Soil and soul: Our Protestant agrarian past
The idea of environmental stewardship has so thoroughly structured contemporary Christian thought that almost all Christian organizations characterize their efforts to care for creation in terms of stewardship. The scholarly consensus has been that the idea of stewardship is a relatively recent phenomenon within American Christianity. Robert Booth Fowler, for instance, has argued that Protestants really awoke to environmental challenges only after the first Earth Day in 1970.
Not only is stewardship seen as a recent development, but historians have argued that it was originally a secular idea, adopted later by Christians. Typically, the idea of stewardship is traced back to Aldo Leopold’s 1949 A Sand County Almanac.
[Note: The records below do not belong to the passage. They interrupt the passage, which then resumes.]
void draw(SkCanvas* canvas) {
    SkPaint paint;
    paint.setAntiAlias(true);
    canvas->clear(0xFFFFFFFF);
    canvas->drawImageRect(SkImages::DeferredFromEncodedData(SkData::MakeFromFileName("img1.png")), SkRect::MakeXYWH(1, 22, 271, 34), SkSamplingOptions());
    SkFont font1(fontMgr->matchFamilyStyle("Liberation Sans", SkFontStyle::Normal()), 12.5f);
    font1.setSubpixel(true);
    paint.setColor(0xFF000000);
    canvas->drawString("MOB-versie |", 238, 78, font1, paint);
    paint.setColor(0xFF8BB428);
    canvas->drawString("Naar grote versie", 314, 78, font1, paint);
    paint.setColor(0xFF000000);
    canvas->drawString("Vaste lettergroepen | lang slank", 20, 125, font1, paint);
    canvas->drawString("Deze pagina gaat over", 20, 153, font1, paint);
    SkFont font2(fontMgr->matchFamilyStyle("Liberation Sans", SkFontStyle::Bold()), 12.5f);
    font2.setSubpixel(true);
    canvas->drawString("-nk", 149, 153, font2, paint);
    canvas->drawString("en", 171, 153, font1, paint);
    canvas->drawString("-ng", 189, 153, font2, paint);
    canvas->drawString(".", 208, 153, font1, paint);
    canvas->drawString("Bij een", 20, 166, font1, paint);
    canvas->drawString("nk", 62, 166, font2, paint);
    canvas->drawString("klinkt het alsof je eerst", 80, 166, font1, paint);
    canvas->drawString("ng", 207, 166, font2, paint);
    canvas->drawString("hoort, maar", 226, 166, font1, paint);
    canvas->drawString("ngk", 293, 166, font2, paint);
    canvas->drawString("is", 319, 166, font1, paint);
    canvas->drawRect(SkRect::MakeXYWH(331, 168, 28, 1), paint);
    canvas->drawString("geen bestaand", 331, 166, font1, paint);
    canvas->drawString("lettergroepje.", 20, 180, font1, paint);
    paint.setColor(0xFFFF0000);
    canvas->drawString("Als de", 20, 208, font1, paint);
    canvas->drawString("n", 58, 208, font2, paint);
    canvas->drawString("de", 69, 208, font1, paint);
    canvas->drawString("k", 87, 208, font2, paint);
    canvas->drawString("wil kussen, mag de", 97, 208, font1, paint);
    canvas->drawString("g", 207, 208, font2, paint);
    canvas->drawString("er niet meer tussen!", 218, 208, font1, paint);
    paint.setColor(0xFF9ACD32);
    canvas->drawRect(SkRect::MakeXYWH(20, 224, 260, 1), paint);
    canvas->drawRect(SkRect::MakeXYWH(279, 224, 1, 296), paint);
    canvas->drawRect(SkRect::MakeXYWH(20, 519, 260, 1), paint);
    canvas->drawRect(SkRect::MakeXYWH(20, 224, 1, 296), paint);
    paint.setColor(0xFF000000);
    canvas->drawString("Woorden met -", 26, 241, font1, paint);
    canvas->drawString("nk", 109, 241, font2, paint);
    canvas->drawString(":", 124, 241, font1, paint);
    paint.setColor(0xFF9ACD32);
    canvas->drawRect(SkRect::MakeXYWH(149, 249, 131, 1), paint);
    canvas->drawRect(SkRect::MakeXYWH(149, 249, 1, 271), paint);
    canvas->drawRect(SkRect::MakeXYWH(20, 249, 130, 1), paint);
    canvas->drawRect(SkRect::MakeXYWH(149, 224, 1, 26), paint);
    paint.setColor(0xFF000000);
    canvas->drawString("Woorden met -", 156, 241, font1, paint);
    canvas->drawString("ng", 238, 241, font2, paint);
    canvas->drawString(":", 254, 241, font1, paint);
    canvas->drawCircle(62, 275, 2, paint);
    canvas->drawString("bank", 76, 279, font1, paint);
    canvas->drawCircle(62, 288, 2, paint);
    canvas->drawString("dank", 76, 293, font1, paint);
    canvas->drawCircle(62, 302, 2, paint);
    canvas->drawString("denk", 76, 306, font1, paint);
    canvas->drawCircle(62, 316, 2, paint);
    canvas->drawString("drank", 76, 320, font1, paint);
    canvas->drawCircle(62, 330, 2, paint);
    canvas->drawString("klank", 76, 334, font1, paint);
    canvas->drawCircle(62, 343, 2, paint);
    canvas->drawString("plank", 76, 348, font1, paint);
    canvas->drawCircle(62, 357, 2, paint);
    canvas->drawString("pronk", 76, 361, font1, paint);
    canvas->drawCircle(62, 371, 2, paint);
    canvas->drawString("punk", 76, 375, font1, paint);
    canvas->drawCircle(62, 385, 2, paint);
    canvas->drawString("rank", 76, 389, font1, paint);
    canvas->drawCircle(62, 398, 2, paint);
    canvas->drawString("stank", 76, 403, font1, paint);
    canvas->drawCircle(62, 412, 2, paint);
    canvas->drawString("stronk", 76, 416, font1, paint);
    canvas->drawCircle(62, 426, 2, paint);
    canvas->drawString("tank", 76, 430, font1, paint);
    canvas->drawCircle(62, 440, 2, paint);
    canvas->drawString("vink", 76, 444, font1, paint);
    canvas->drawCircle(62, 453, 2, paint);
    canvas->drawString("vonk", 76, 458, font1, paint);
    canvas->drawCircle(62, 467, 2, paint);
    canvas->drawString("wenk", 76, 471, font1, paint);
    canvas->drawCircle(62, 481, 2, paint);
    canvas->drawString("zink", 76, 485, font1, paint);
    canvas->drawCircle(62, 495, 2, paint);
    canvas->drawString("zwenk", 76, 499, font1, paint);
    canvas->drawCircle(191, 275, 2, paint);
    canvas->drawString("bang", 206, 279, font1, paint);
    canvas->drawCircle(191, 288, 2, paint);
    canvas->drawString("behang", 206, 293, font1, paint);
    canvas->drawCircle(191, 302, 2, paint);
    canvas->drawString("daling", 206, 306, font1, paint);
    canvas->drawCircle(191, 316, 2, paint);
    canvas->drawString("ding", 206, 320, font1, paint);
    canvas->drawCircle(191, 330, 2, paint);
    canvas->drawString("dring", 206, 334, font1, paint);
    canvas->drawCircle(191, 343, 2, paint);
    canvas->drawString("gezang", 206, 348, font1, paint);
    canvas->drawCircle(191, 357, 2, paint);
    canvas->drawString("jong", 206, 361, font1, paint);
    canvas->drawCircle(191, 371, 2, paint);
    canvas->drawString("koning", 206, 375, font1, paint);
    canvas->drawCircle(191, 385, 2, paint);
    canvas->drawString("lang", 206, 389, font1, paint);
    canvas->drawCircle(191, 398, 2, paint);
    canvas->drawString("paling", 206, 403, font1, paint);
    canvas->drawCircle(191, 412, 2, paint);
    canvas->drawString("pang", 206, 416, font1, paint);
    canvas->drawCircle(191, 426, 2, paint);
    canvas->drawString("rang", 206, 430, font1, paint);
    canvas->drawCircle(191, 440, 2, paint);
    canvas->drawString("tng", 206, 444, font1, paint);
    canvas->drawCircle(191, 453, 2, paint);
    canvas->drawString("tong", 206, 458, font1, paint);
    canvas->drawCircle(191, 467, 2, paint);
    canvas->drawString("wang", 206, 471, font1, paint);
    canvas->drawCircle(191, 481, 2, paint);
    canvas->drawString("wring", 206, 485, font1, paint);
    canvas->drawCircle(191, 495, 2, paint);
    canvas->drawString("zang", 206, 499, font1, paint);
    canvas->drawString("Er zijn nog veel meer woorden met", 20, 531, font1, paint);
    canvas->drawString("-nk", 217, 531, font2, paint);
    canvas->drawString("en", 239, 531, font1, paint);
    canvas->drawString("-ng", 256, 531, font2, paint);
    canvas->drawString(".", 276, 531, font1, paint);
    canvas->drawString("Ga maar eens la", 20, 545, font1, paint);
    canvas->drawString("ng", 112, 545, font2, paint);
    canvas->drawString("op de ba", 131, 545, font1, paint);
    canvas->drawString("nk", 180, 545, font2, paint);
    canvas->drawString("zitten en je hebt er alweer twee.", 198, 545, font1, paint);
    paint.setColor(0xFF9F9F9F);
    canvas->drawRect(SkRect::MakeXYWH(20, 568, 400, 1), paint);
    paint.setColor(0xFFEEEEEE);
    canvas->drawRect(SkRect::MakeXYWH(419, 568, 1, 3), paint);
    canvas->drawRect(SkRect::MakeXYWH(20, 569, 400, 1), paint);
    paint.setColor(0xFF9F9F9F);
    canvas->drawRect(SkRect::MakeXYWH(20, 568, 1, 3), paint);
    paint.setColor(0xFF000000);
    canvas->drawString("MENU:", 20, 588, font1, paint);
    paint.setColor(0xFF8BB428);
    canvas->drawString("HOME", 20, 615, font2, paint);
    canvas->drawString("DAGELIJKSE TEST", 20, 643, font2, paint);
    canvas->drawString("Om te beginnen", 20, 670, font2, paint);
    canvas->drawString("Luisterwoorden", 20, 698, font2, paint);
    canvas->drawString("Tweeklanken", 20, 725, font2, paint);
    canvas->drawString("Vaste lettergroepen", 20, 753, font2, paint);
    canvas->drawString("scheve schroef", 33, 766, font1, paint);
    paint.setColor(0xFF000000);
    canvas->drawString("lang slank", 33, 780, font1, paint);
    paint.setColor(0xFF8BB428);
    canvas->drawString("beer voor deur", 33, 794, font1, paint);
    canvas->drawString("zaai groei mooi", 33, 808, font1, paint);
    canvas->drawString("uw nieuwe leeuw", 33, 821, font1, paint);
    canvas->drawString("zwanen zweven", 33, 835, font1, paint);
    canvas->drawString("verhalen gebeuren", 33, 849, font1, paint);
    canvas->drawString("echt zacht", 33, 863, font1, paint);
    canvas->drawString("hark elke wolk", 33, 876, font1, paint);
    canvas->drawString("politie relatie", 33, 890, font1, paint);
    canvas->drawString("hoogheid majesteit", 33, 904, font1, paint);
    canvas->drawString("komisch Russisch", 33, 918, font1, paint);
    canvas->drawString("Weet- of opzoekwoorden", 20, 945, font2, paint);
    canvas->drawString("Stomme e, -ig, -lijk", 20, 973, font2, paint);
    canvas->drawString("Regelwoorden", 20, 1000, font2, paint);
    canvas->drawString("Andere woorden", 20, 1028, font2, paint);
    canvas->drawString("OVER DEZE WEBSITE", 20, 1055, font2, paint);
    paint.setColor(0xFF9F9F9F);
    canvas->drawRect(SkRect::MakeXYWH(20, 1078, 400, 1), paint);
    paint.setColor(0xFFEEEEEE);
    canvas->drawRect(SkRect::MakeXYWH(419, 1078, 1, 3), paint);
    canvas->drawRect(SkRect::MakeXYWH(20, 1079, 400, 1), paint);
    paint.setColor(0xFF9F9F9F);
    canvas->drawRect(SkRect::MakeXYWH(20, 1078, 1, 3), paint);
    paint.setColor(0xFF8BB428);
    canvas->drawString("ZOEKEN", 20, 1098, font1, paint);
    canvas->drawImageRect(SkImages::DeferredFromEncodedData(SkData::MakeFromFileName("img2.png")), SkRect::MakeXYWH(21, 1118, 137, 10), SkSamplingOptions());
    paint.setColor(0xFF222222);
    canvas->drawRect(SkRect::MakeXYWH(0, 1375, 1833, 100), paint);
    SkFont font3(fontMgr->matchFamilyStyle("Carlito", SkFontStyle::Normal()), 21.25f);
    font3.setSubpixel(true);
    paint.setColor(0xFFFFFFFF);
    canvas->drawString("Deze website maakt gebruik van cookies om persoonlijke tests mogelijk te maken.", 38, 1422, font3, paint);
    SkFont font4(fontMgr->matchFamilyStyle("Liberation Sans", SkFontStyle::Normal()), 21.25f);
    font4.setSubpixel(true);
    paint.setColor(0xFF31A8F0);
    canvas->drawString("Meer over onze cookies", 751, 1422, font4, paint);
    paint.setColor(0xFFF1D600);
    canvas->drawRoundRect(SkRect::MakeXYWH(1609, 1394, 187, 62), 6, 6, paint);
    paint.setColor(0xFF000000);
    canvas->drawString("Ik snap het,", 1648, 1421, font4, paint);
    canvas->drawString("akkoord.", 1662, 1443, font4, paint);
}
Mark Stoll, for instance, has argued that when Christianity embraced the idea of stewardship, it was “essentially an act of baptism of the thoroughly secular Aldo Leopold’s ‘land ethic.’”
Significant as Leopold’s land ethic was, Protestant agrarians had in fact developed the idea of stewardship a decade or more earlier than Leopold. During the Depression, they were already constructing a theology of agriculture and conservation that looked very much like Leopold’s. This theology of stewardship was developed in congregations, on farms, and in the meetings of missionary organizations and government offices. It wove together the three elements that environmental historian Donald Worster argues were new in Leopold’s thought: science, ecology, and the importance of community.